[Task requirements] Report each line of the records below that holds the word "roads".

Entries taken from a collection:
--------------------

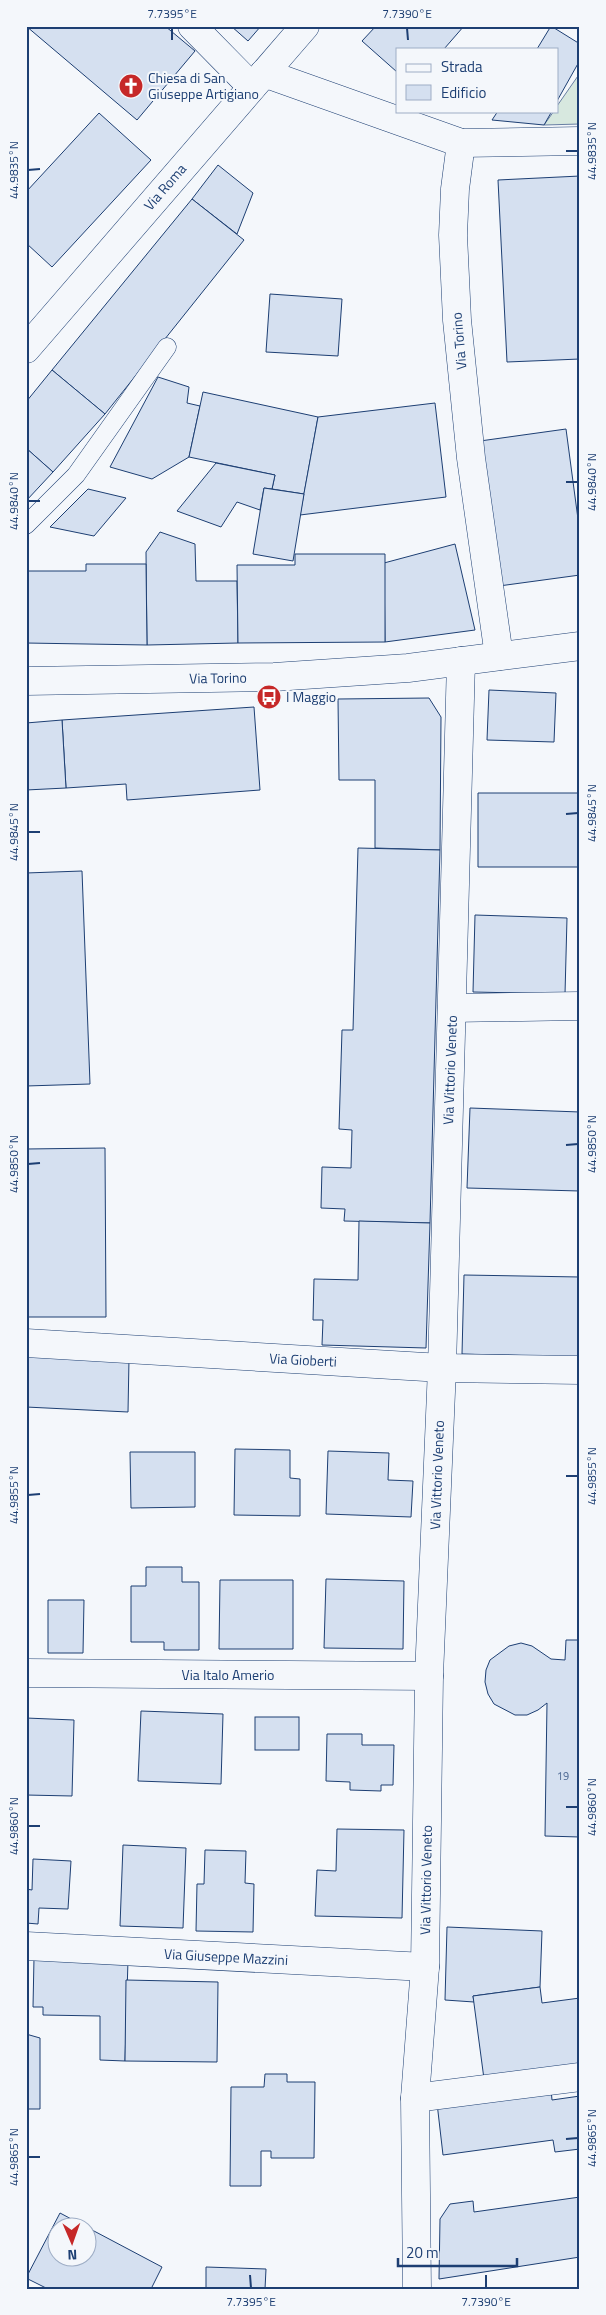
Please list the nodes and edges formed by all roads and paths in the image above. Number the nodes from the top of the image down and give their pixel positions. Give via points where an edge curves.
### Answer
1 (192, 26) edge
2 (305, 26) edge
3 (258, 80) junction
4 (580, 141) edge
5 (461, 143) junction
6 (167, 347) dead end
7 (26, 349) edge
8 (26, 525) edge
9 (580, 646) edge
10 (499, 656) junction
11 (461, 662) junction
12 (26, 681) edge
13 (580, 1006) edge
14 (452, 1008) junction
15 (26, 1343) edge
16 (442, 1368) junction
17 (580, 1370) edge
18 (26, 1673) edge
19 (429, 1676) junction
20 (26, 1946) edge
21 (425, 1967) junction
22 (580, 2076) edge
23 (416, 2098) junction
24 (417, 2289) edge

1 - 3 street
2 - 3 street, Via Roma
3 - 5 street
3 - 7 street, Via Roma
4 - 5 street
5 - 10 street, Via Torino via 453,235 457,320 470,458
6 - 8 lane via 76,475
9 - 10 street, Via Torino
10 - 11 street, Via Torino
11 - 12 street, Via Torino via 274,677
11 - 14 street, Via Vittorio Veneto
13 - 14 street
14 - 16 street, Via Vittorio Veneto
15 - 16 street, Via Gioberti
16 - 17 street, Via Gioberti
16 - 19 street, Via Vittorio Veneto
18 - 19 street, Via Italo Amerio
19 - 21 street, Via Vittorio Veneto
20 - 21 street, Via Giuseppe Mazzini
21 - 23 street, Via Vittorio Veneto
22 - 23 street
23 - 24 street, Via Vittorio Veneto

--------------------

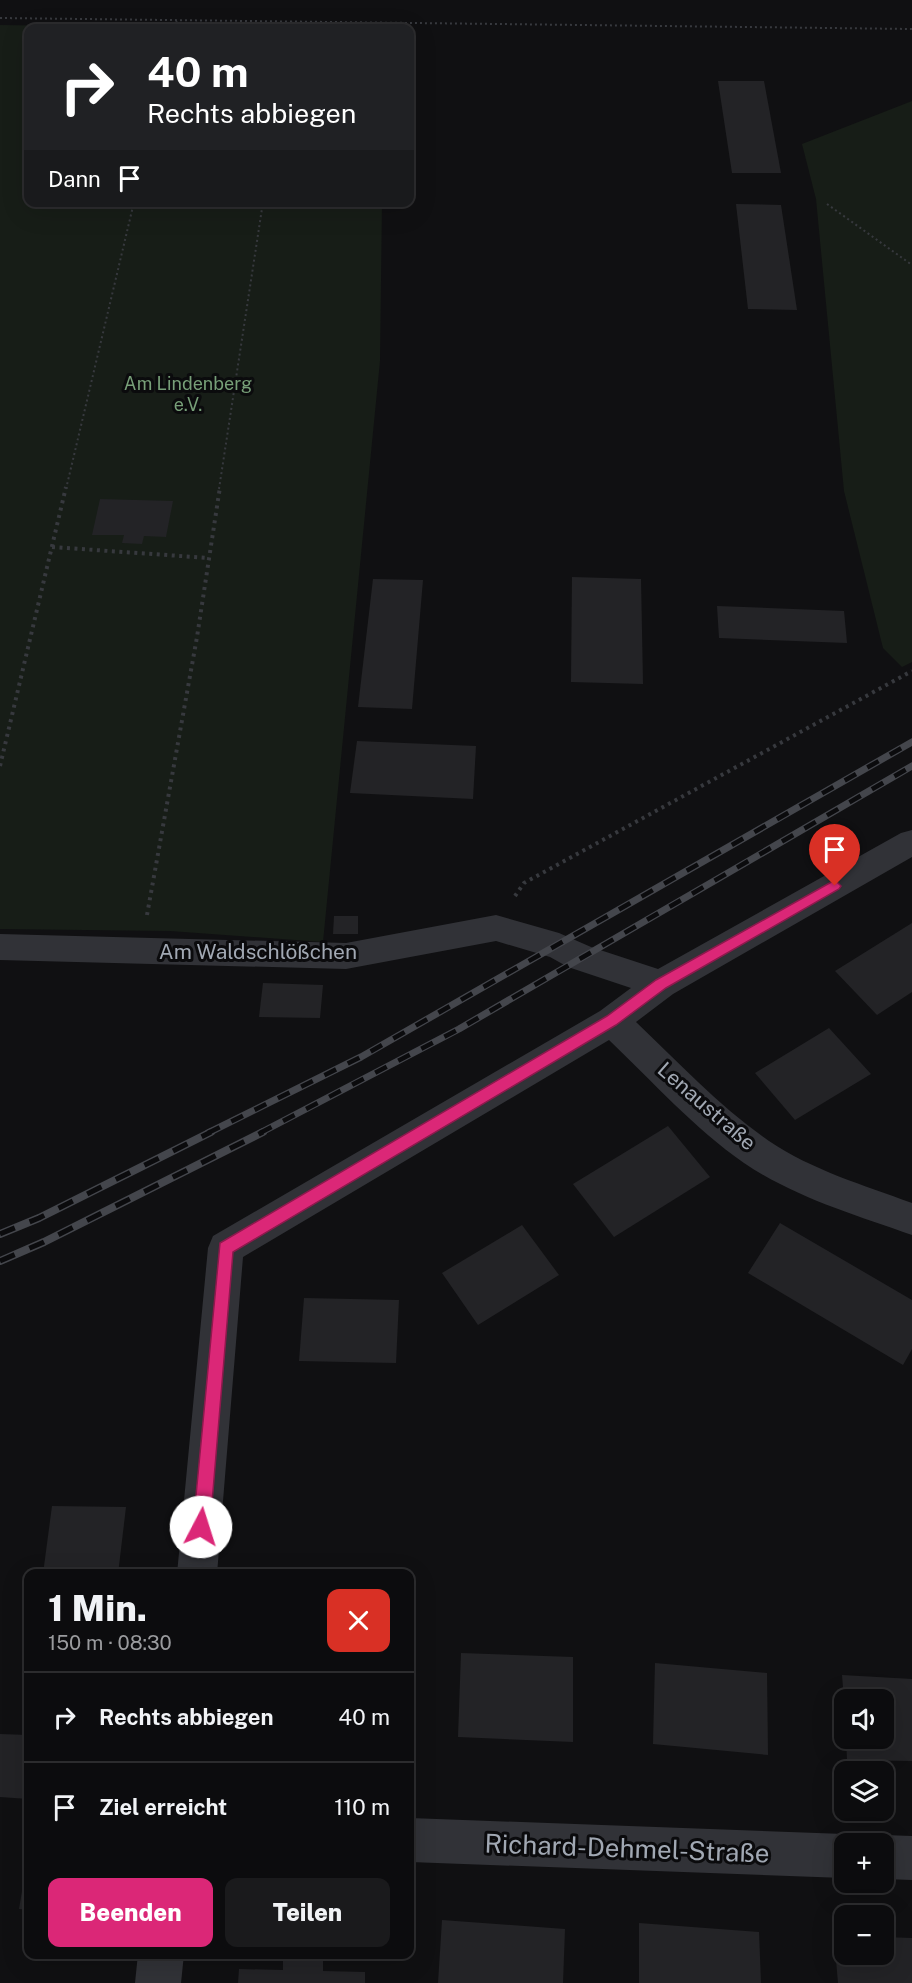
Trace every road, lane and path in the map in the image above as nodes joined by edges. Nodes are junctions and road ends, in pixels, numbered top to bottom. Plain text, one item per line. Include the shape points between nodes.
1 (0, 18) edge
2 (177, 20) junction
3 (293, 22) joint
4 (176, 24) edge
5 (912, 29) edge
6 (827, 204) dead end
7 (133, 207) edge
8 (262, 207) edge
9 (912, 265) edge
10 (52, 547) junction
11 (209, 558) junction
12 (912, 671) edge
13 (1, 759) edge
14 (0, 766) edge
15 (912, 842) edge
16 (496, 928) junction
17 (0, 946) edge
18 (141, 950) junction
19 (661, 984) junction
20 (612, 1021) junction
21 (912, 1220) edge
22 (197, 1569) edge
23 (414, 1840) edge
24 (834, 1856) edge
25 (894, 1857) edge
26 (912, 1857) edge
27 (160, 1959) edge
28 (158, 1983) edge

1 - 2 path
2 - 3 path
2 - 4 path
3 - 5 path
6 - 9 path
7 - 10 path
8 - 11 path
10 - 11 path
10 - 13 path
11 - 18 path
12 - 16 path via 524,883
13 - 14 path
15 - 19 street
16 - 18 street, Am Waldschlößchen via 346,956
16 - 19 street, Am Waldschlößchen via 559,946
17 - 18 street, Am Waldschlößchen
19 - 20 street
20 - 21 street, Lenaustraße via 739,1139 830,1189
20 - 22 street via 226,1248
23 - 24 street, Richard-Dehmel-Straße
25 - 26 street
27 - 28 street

--------------------

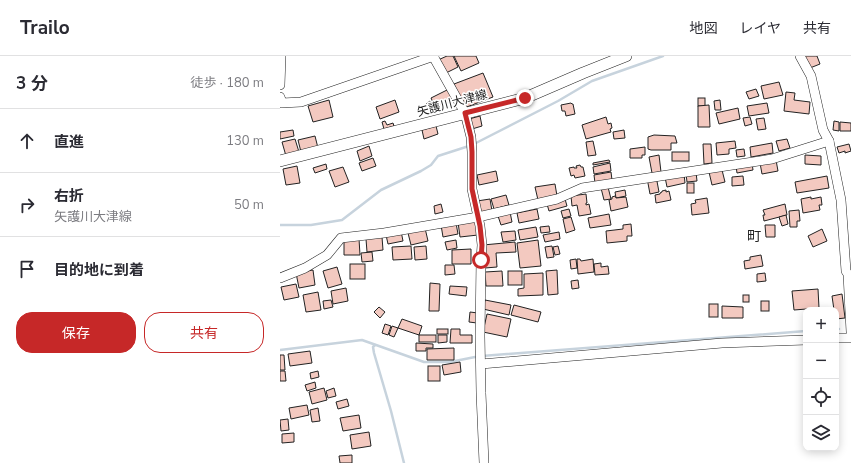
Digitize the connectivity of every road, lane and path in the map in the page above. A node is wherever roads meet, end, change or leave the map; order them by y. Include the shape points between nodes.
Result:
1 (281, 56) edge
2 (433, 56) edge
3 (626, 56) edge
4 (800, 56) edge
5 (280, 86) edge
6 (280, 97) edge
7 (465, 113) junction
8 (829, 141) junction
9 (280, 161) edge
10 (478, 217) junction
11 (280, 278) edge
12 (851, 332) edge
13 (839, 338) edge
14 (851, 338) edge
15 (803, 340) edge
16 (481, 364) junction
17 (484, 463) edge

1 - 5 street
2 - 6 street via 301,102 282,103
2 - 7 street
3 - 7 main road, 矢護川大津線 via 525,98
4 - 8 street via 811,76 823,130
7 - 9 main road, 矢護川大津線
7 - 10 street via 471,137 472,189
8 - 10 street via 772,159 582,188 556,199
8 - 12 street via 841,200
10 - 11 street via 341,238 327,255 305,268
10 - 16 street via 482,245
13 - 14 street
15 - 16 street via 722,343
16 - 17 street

--------------------

[Exercise response]
Please list the nodes and edges formed by all roads and paths in the image above. Number the nodes from the top of the image down and give their pixel positions. Give via points where an edge curves.
Digitize the connectivity of every road, lane and path in the map in the page above. A node is wherever roads meet, end, change or leave the map; order them by y. Include the shape points between nodes.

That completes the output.